For previous parts of the question, I've determined:
$N$ = left near field $(F,+,o)$
$N$ is a vector space over $K$
Now I'm asked to find the number of points in a set $P$, where each point is defined as:
$P$ = set of triples (x,y,z), not all 0, identified up to scalar multiplication of N{0} i.e. $(x,y,z) == (n o x, n o y, n o z)$ $\forall n \in N \{ 0 \}$
So $P$ is the vector space $N^3$
I was hoping to use the follow: for a $n$ dimensional vector space over a finite field of order $q$, we have
$\left( \begin{array}{c} n \\ k \end{array} \right)_q$ k-dimensional subspaces.
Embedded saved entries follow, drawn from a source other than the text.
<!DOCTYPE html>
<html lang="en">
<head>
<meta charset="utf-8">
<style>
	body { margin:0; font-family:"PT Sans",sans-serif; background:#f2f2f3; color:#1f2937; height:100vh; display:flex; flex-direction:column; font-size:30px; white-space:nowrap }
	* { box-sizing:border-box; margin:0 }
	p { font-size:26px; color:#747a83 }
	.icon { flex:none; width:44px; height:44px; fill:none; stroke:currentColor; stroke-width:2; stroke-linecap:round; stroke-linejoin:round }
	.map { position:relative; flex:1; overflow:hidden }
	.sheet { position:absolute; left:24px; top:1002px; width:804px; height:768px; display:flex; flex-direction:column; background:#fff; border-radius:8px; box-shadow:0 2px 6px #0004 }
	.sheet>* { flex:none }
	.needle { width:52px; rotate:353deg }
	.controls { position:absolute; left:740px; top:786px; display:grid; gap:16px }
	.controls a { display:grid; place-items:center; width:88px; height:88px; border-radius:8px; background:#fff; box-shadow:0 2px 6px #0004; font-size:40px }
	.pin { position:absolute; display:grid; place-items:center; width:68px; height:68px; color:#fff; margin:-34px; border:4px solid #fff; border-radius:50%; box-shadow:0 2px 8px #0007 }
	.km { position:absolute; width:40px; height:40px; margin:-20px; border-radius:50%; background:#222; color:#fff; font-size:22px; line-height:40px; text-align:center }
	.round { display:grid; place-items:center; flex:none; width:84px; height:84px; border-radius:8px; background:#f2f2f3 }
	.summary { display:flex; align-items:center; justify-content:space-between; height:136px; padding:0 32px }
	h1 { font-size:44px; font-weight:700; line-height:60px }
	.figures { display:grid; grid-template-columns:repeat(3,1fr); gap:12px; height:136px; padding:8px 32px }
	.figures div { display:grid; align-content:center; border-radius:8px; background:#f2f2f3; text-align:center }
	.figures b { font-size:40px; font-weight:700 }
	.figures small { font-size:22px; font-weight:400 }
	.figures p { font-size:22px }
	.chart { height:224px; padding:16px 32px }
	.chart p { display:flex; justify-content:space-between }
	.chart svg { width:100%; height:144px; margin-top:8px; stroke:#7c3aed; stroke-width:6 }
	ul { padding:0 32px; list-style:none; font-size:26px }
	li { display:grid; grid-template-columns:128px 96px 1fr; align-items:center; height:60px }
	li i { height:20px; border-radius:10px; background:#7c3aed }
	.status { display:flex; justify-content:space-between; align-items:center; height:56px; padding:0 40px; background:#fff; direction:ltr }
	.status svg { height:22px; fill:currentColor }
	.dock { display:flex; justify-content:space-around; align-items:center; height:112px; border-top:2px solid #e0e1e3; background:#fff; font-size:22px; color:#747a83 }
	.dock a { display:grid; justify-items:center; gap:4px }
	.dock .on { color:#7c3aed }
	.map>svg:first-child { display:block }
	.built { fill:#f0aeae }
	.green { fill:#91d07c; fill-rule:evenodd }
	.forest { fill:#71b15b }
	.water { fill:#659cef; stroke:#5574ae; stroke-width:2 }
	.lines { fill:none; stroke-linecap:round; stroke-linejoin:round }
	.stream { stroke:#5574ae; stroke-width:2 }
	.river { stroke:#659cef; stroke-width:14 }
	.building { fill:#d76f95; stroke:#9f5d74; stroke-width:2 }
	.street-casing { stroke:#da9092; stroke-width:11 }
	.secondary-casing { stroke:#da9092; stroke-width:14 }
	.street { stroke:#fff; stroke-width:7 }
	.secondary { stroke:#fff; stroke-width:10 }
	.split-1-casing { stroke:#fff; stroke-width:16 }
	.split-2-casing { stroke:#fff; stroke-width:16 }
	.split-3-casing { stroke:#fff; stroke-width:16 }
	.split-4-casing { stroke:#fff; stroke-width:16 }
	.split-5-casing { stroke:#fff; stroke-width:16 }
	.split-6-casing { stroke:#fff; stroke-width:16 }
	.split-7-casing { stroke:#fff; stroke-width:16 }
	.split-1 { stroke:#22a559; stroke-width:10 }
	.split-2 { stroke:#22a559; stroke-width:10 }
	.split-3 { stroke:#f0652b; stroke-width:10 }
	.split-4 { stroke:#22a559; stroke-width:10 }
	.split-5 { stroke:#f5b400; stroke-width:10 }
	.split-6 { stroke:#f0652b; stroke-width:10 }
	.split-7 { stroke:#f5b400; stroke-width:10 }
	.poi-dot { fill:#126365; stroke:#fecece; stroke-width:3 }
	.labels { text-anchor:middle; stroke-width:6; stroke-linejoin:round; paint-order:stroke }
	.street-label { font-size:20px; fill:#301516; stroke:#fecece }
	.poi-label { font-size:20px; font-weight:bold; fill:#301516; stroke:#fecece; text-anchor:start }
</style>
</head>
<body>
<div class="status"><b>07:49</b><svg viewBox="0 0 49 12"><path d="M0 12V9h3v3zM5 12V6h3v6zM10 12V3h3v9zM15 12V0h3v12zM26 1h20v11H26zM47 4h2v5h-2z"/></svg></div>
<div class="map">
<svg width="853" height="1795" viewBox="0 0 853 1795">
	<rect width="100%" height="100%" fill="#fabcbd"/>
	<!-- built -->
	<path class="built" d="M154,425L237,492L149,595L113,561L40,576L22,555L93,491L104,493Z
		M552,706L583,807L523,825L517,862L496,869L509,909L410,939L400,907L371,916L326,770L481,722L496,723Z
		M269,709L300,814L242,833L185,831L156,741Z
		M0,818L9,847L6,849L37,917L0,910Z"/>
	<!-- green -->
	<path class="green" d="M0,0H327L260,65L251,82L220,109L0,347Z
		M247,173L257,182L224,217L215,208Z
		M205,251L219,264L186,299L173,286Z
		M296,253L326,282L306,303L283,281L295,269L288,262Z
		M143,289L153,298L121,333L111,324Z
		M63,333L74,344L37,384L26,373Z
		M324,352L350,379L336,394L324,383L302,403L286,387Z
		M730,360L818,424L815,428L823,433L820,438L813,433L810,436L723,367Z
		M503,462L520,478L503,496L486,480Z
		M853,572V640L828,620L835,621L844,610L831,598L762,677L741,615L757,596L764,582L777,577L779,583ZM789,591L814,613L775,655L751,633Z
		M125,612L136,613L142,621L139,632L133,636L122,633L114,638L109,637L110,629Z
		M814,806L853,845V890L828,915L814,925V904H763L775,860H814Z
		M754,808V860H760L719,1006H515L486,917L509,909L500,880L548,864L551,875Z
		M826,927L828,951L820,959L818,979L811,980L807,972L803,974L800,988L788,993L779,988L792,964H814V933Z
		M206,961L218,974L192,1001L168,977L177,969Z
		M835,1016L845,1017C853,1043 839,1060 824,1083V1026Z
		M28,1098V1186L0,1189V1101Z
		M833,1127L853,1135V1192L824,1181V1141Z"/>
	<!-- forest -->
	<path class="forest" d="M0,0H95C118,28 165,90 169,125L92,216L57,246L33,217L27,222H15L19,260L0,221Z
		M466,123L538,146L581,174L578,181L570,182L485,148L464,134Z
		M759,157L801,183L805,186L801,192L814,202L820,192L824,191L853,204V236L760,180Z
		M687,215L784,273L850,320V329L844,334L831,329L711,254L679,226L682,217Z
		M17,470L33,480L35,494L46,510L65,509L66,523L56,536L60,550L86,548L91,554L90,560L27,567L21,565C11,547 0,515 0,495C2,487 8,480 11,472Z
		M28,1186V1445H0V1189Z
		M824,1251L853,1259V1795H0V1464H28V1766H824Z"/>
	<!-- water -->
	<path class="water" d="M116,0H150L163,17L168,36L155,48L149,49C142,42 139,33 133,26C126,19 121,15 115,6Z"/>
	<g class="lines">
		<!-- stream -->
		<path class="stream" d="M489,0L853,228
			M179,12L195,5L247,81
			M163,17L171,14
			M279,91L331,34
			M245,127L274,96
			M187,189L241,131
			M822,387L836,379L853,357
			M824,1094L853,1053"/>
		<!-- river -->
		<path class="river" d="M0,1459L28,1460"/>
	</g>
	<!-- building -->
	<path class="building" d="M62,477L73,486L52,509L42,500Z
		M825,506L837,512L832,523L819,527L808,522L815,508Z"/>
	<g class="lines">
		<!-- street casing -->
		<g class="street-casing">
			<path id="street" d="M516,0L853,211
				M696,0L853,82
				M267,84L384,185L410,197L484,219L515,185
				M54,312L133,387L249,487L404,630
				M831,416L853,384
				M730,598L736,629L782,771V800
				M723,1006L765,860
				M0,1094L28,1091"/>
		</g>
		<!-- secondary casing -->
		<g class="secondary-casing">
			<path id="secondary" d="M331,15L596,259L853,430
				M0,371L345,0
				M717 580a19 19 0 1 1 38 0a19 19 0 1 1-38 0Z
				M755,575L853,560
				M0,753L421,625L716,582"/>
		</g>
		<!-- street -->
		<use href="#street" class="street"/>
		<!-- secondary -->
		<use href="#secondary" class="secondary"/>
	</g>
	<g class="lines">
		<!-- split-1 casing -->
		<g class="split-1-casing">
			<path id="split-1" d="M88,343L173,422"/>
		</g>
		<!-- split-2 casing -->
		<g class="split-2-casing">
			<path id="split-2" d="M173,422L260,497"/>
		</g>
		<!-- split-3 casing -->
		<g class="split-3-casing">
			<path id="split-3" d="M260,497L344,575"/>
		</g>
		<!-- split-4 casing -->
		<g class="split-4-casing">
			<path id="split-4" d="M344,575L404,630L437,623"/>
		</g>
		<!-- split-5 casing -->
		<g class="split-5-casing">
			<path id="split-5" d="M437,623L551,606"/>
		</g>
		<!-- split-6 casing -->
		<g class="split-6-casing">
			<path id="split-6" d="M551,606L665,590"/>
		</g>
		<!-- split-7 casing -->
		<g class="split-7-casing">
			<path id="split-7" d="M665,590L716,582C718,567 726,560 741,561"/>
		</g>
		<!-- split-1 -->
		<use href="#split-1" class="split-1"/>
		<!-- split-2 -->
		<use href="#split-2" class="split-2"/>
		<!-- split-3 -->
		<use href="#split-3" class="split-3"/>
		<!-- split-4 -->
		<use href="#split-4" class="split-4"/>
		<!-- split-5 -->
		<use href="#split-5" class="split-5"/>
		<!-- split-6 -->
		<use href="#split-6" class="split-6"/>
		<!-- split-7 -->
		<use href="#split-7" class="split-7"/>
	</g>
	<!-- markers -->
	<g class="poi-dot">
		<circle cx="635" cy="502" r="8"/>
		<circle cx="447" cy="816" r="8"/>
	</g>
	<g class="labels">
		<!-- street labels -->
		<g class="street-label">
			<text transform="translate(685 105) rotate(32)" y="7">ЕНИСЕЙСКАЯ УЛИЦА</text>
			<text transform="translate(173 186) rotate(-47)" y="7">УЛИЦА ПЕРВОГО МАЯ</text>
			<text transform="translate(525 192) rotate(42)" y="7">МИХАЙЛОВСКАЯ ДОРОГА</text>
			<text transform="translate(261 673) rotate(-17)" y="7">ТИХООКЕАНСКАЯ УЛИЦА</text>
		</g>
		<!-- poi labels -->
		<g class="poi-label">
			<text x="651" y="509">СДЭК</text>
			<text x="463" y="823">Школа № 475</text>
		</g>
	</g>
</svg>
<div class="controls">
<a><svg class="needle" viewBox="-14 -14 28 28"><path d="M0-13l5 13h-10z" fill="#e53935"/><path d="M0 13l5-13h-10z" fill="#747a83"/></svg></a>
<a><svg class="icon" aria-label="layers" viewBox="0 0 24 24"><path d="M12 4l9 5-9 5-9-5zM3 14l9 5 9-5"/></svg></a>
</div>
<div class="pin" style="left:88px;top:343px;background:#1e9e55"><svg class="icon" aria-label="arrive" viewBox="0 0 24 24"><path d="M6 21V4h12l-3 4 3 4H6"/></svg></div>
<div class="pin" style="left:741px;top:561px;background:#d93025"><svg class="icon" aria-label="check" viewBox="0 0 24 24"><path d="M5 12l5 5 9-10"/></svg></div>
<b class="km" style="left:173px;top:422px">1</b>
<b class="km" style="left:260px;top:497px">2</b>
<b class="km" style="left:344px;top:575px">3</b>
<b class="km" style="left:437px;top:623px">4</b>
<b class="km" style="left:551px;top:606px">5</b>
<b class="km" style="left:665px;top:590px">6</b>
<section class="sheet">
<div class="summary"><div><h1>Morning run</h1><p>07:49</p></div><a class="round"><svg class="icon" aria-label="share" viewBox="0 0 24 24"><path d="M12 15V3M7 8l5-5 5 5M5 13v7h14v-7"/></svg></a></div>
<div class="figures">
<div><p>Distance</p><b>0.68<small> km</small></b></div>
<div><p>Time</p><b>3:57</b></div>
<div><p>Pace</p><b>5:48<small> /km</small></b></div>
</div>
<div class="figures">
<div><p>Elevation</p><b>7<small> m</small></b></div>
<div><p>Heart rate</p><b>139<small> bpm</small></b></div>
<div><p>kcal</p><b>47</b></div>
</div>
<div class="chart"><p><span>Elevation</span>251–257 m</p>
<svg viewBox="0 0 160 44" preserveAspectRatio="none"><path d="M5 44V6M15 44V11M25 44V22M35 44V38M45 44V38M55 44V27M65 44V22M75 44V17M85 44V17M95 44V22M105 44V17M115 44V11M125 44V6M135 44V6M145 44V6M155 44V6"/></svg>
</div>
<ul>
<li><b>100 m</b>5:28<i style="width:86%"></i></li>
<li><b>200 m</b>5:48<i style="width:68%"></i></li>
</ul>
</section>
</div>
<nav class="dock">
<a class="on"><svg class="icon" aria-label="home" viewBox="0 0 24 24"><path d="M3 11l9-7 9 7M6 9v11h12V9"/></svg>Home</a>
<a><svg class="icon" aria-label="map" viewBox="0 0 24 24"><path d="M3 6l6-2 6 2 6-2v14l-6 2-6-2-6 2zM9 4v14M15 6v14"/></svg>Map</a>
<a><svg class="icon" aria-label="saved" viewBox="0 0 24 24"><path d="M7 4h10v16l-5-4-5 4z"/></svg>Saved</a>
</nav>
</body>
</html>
(http://en.wikipedia.org/wiki/Gaussian_binomial_coefficient under Applications). But I'm unsure how to prove its allowed (or even if it is)
Let K be a finite field of size q, where q is an odd prime power, and let F be a finite field of size q2 containing K. We define a new (unital, associative, but only partially distributive) multiplication on F, and call the resulting structure N. N is a 2-dimensional vector space over K and is the (regular) Dickson near-field construction.
In particular, for every nonzero a in N, the map μa:N→N:x↦(a o x) is a K-automorphism of the underlying vector space of N. The set of μa for nonzero a in N forms a group, and P is the set of orbits of the nonzero elements of N3 (a 6-dimensional K-vector space) under this action of μ.
The important feature of μ is that it is sharply transitive, that is, it acts regularly on the nonzero elements of N. If (x,y,z) is a triple of nonzero elements, then μ acts on each component regularly, and the orbit has size |N|−1. If one of the components is 0, say z=0, then in effect μ is only acting on (x,y), and again the orbit has size |N|−1. The only time the argument fails is if x=y=z=0, but this point is discarded for P anyways. In other words, every orbit of μ on N3−0 has size |N|−1, and so the number of orbits is (|N|3−1)/(|N|−1) = q4 + q2 + 1, just like for the projective space over F.